"As we prepared to start our schoolwide garden, we wanted each grade level to have ownership in a special crop," reports June Neyhouse, second grade teacher in Princeton, IN. "So we brainstormed crops that each group could grow, with an eye toward links with each grade's curriculum emphases."
The upshot of their planning? First grade classrooms raise gourds and sunflowers, selling the hollowed-out gourds as bird nests and feeders and the sunflowers as bird food at an annual harvest sale. (The funds raised go toward paying students to take turns tending the garden during the summer.) Second graders raise and sell Indian corn, third graders raise pumpkins, fourth graders grow white popcorn, fifth graders grow peanuts and yellow popcorn, and the special education classes plant and tend flowers in containers near the building. The entire school tends the wildflower meadow and perennial gardens, which are used to study foliage, patterns, and flowers.
"While classes specialize in the crops they tend, all students use the entire garden as a living laboratory for investigations across the curriculum," says June. "Fourth graders, for instance, study different types of root systems and pollination of garden flowers. And upper grades observe, track, and describe the diversity of insects, section by section, throughout garden."
More and more classrooms are expanding their learning from indoor gardening to create outdoor gardens or plantings to enhance school grounds and communities and to serve as contexts for explorations across the curriculum. Although winter may still hold its grip in your location, it's time to engage your classroom gardeners in dreaming, scheming, and planning ahead.
Through conversations with teachers around the country whose students have moved from the inside out, we've discovered how some classes plan and design their gardens, and have learned of a range of creative thematic projects, from alphabet to ethnic gardens. Following are some highlights from these classrooms, with additional suggestions and resources to inspire your outdoor growing projects.
"Writing to seed companies to request catalogs is my fourth graders' first garden-planning activity," reports Maralee Gerke in Madras, OR. Catalogs in hand, students first figure out how many days are left until the end of school, then work in small groups to find varieties of vegetables that can grow in the region and can be harvested in that time. They also choose some that families can harvest during the summer and others to enjoy when school resumes in fall. A class wall chart sports the names and days to maturity of varieties chosen. "For those crops that will need to be started in the GrowLab, we count back the number of days until we should set them out (based on last frost dates), and create a planting calendar," Maralee explains. Each small group creates a garden plan and a map, to scale, for a ten- by ten-foot plot.

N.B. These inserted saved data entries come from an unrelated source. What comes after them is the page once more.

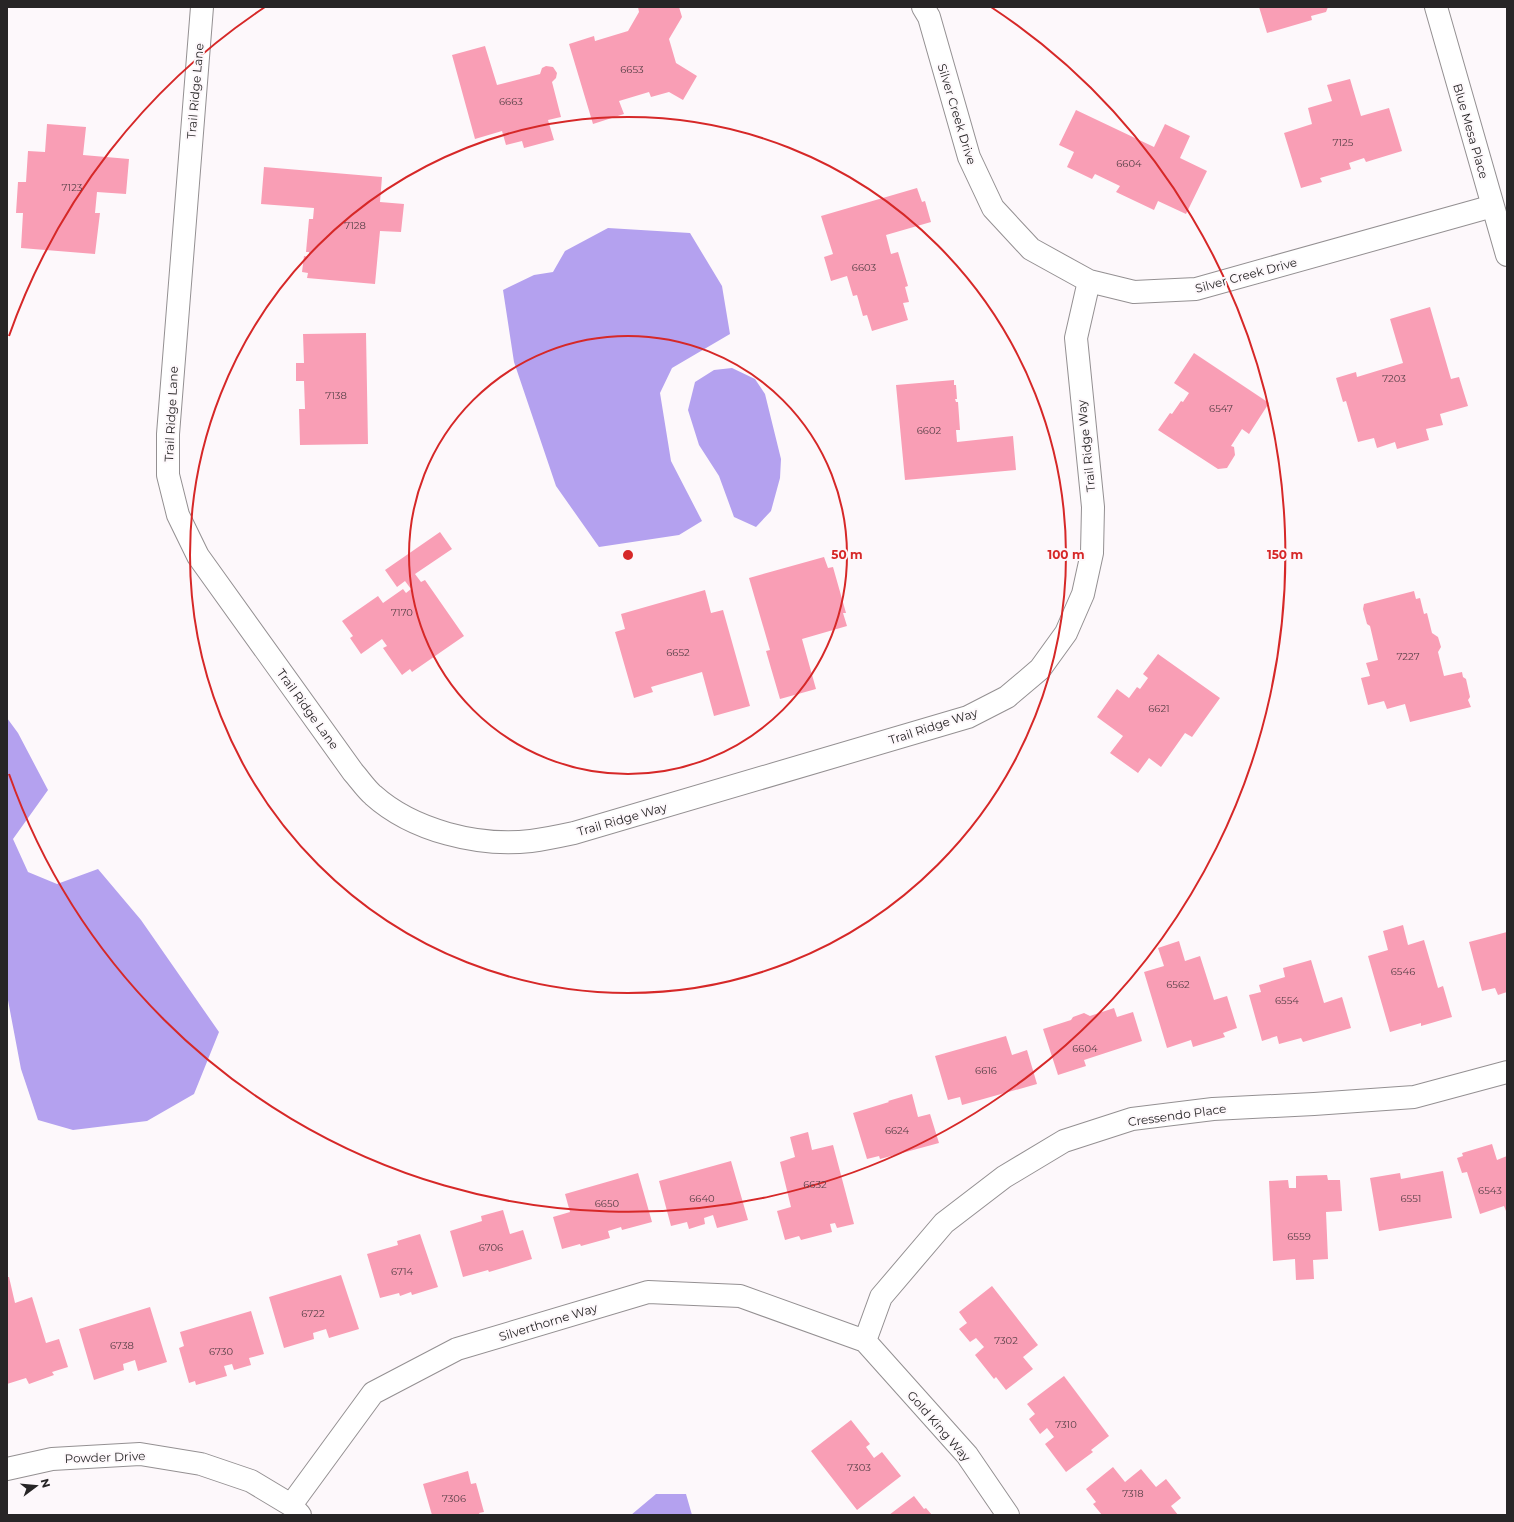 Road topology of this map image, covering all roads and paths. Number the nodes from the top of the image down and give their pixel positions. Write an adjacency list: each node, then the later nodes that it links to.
1 (202, 7): 7 (street, Trail Ridge Lane)
2 (923, 7): 6 (street, Silver Creek Drive)
3 (1436, 7): 4 (street, Blue Mesa Place)
4 (1493, 206): 5 (street, Blue Mesa Place); 6 (street, Silver Creek Drive)
5 (1507, 255)
6 (1089, 281): 7 (street, Trail Ridge Way)
7 (447, 834)
8 (1507, 1072): 9 (street, Cressendo Place)
9 (865, 1341): 11 (street, Silverthorne Way); 12 (street, Gold King Way)
10 (7, 1469): 11 (street, Powder Drive)
11 (296, 1510)
12 (1008, 1515) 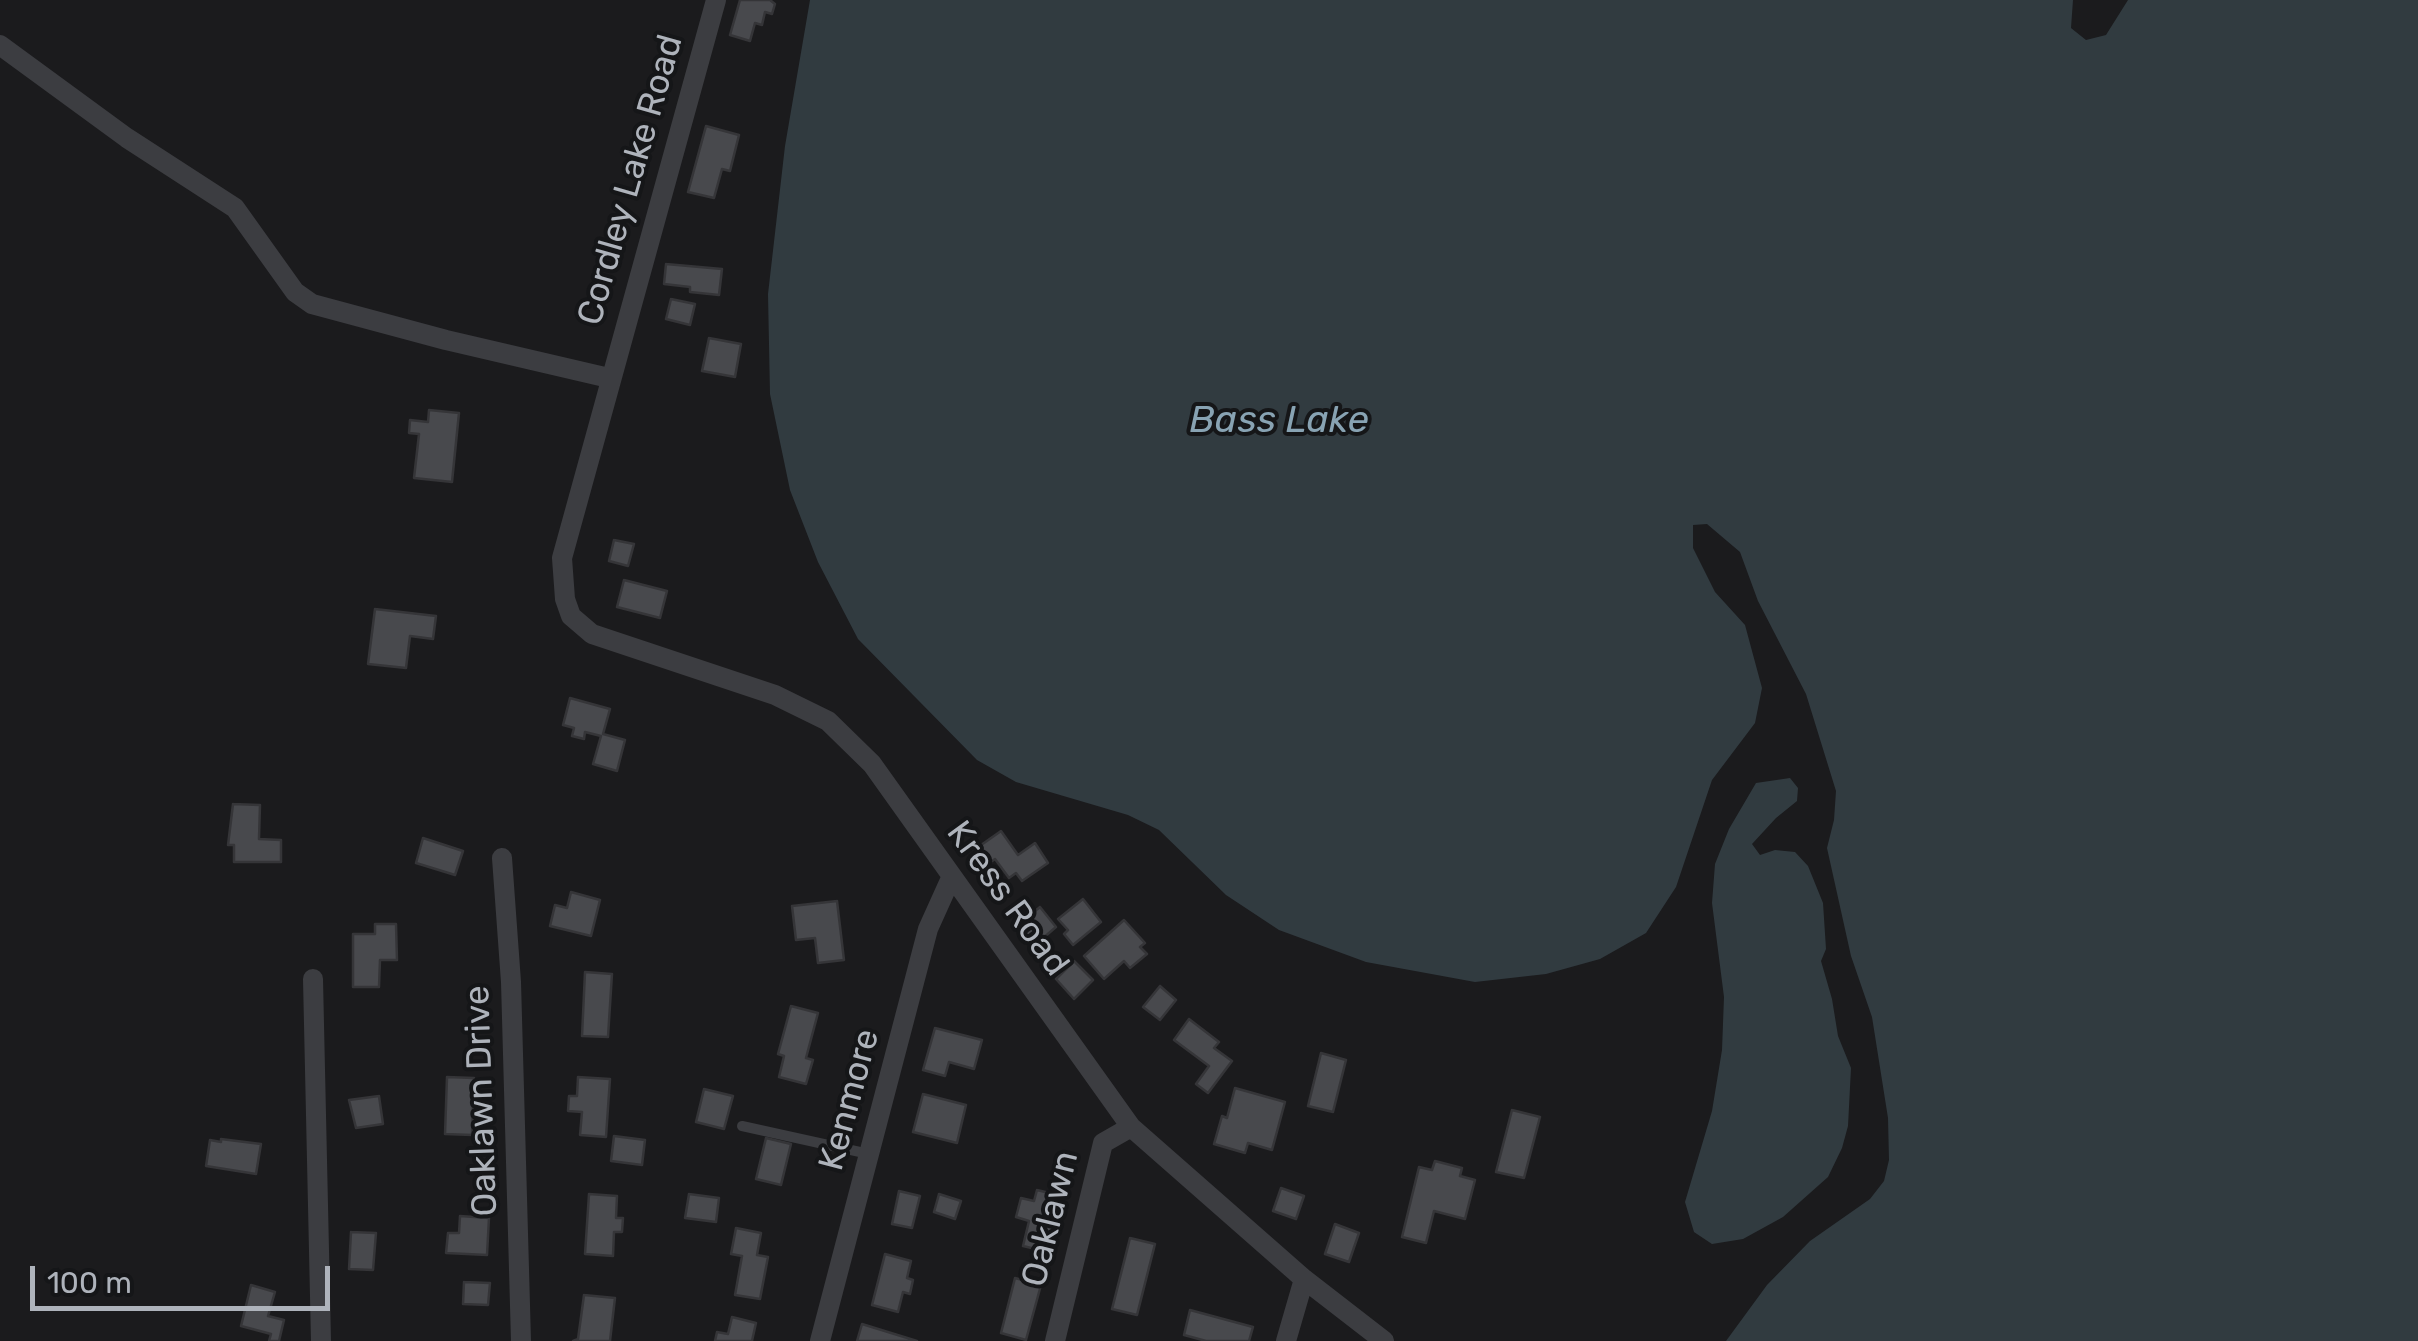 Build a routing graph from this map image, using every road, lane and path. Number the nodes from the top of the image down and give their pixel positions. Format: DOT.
graph roads {
  1 [pos="716,0"];
  2 [pos="0,45"];
  3 [pos="609,378"];
  4 [pos="562,558"];
  5 [pos="502,858"];
  6 [pos="950,878"];
  7 [pos="312,979"];
  8 [pos="742,1126"];
  9 [pos="1131,1127"];
  10 [pos="869,1154"];
  11 [pos="1304,1279"];
  12 [pos="320,1341"];
  13 [pos="521,1341"];
  14 [pos="820,1341"];
  15 [pos="1054,1341"];
  16 [pos="1286,1341"];
  17 [pos="1384,1341"];
  1 -- 3 [label="street, Cordley Lake Road"];
  2 -- 3 [label="street, Cordley Lake Road"];
  3 -- 4 [label="street, Cordley Lake Road"];
  4 -- 6 [label="street, Kress Road"];
  5 -- 13 [label="street, Oaklawn Drive"];
  6 -- 9 [label="street, Kress Road"];
  6 -- 10 [label="street, Kenmore"];
  7 -- 12 [label="street"];
  8 -- 10 [label="lane"];
  9 -- 11 [label="street, Kress Road"];
  9 -- 15 [label="street, Oaklawn"];
  10 -- 14 [label="street, Kenmore"];
  11 -- 16 [label="street"];
  11 -- 17 [label="street, Kress Road"];
}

Meanwhile, seventh graders in Pam Riss's Streator, IL classroom use computers (and the AppleWorks database) to design their own seed catalogs and gardens. "We start off by brainstorming which categories of information we would need to create a database of plants, by considering what gardeners perusing a seed catalog might like to know," reports Pam. Students choose database categories (such as the plant's common and scientific name, description, use, light needs, interesting fact, and so on) and enter them into a new computer database file. Each student then uses seed catalogs, local gardeners, and business owners as resources, researching fifteen plants that would be suitable for a local vegetable or flower garden.
Once the information has been entered and reviewed, students create a "generic" seed catalog page using their database categories. They then merge the data on each plant with the generic page to create a fifteen-page catalog. Once students have reviewed and revised their catalog pages, they either paste photos or draw each plant on its page. "Using information from their databases and seed catalog pictures," says Pam, "students then have the option of designing an actual garden to plant."
Pairs of sixth graders in Arlene Marturano's Columbia, SC, class first peruse seed catalogs, then also use computers and the Sprout! software program from Abracadata (widely available on the WWW) to plan and design their outdoor gardens. "Students enjoy using the computer to design and actually see how their planting may appear when full grown," says Arlene. Pairs of students also use a laminated (washable) grid with vegetable and flower stickers to further create representations of their four- by four-foot outdoor garden plots.